Y a partir de ahí, creo que las compras nos absorbieron la inteligencia de la que presumimos como mujeres del siglo XXI que somos. Decidimos qué hacer hasta la hora que salía nuestro vuelo y calculamos el tiempo que tardaríamos en llegar al aeropuerto y el que debíamos permanecer allí. Quedábamos cuatro, las cuatro que habíamos venido en el mismo vuelo, las cuatro del billete exprés. No sé muy bien qué pasó pero nuestros cálculos fueron nefastos. Y vale que una se despiste, dos... tres... pero las cuatro!!!! Y oye, que nada, y nada "renada"! Nuestro planning fue realmente lamentable.

Comimos algo rápido y decidimos ir al Soho. Por supuesto, no sin antes entrar en alguna tienda.

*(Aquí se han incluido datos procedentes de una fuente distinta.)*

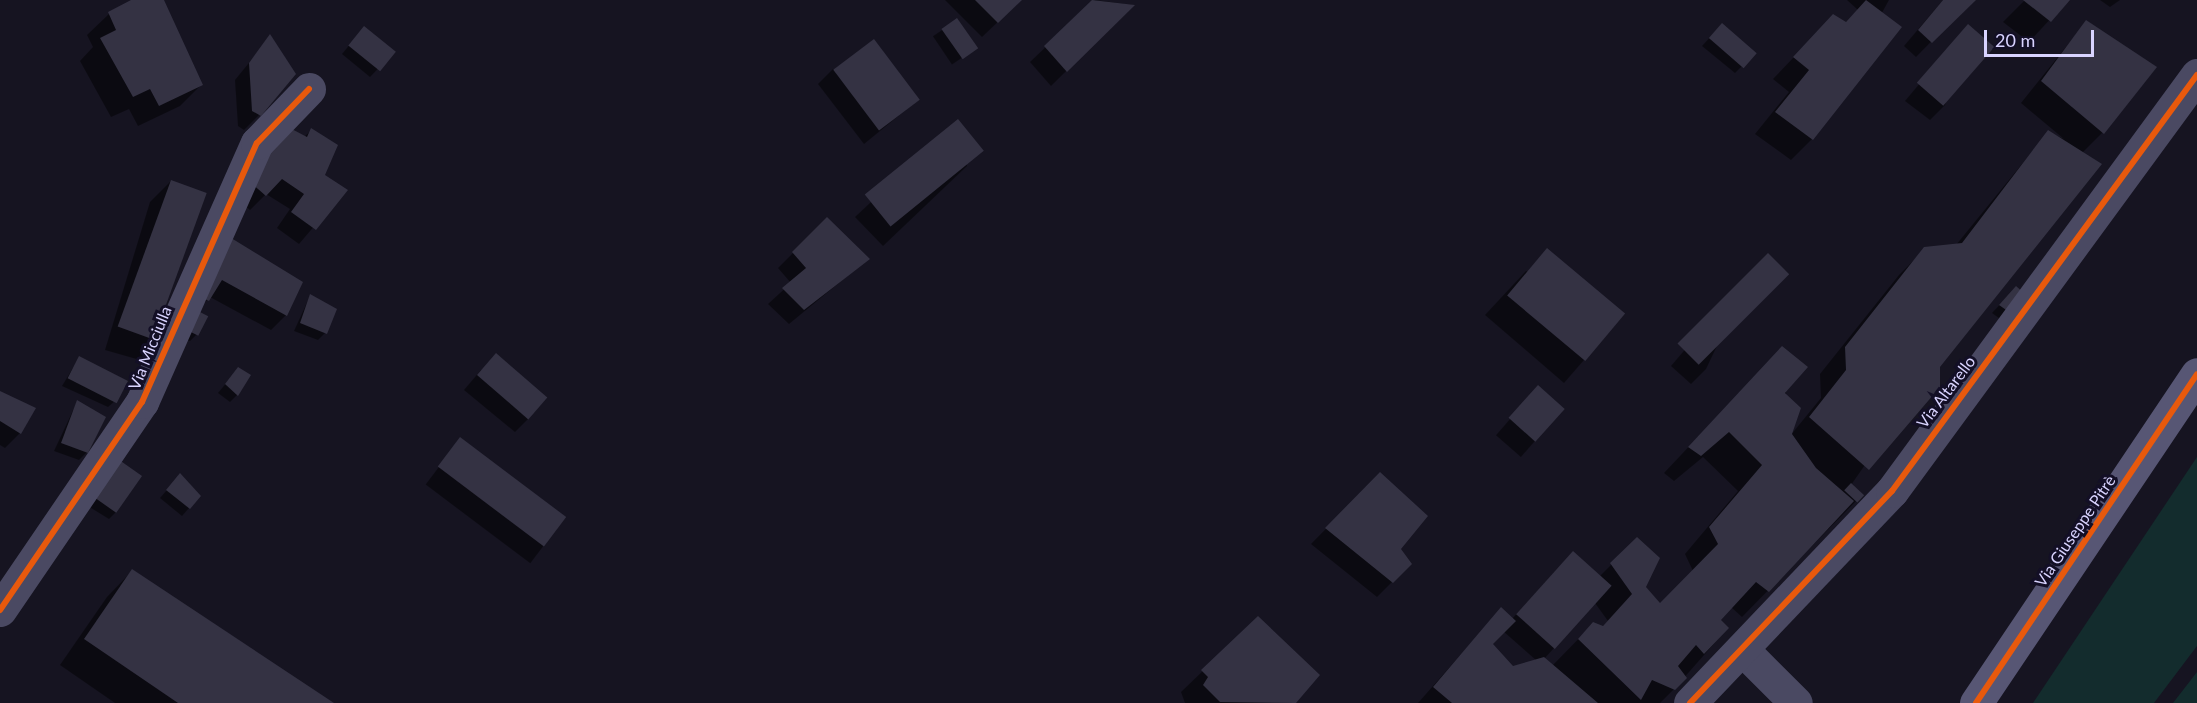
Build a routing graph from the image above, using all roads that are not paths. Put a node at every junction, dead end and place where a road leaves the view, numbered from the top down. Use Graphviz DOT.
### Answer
graph roads {
  1 [pos="2197,75"];
  2 [pos="309,89"];
  3 [pos="2197,374"];
  4 [pos="0,610"];
  5 [pos="1742,649"];
  6 [pos="1690,703"];
  7 [pos="1796,703"];
  8 [pos="1976,703"];
  1 -- 5 [label="street, Via Altarello"];
  2 -- 4 [label="street, Via Micciulla"];
  3 -- 8 [label="street, Via Giuseppe Pitrè"];
  5 -- 6 [label="street, Via Altarello"];
  5 -- 7 [label="street"];
}
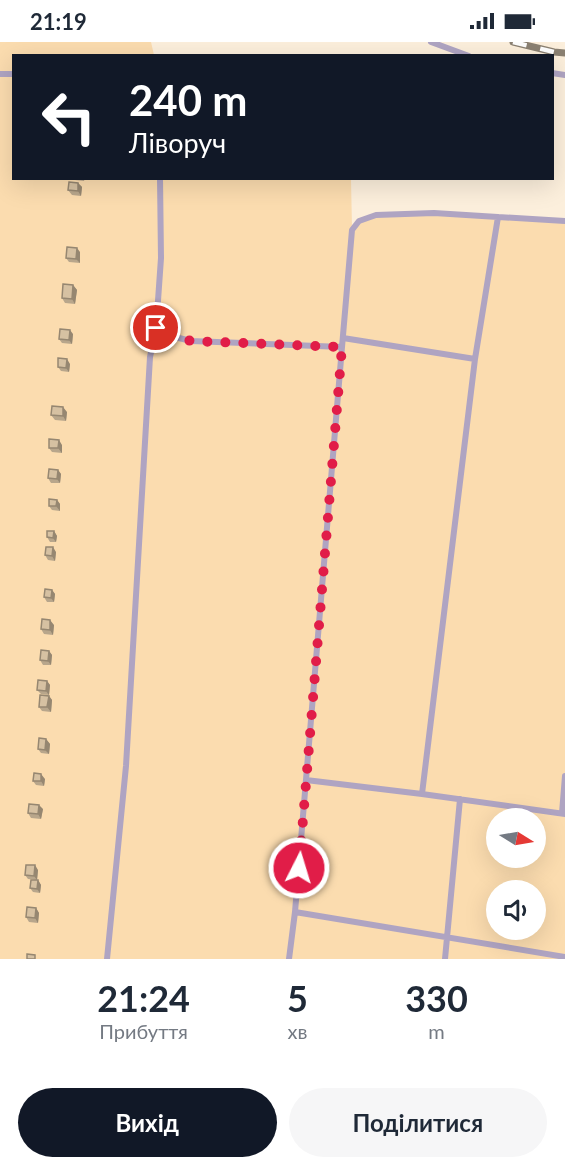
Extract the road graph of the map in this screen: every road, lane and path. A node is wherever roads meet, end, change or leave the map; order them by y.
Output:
1 (431, 42) edge
2 (464, 54) edge
3 (160, 180) edge
4 (498, 217) junction
5 (565, 221) edge
6 (156, 328) junction
7 (343, 338) junction
8 (342, 347) junction
9 (475, 359) junction
10 (565, 776) edge
11 (306, 780) junction
12 (423, 794) junction
13 (460, 800) junction
14 (563, 813) edge
15 (295, 912) junction
16 (447, 938) junction
17 (565, 957) edge
18 (106, 959) edge
19 (289, 959) edge
20 (445, 959) edge

1 - 2 lane
3 - 6 lane
4 - 5 lane
4 - 7 lane
4 - 9 lane
6 - 8 lane
6 - 18 lane
7 - 8 lane
7 - 9 lane
8 - 11 lane
9 - 12 lane
10 - 14 lane
11 - 12 lane
11 - 15 lane
12 - 13 lane
13 - 14 lane
13 - 16 lane
15 - 16 lane
15 - 19 lane
16 - 17 lane
16 - 20 lane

Ya en este punto éramos más conscientes de que no nos podíamos eternizar en ellas, pero aún así, hicimos más de una parada técnica con sus correspondientes compras. Acabamos tomándonos un café en un starbucks que encima tampoco nos apetecía especialmente. Salimos y yo decidí comprar una bolsa que ya se habían comprado Milita y Laurix. Pregunté que si teníamos tiempo (la verdad es que podía haber hecho la pertinente comprobación, pero creo que inconscientemente me resultaba más cómodo hacer una pregunta retórica).

De vuelta al hotel para coger las maletas nos empezamos a dar cuenta por un momento de lucidez de Laurix de que íbamos a perder el avión. Pero yo, la verdad, es que todavía no lo veía claro, aunque no tardamos mucho en ver la nitidez con la que apuntaba nuestro inminente desastre de organización. A pesar de la tensión, estuvimos decidiendo a qué ciudad europea iríamos a hacer nuestras próximas compras y de paso, hacer un poquito de turismo (jijijijijiji). Barajamos Edimburgo, Amsterdam o Roma para el otoño.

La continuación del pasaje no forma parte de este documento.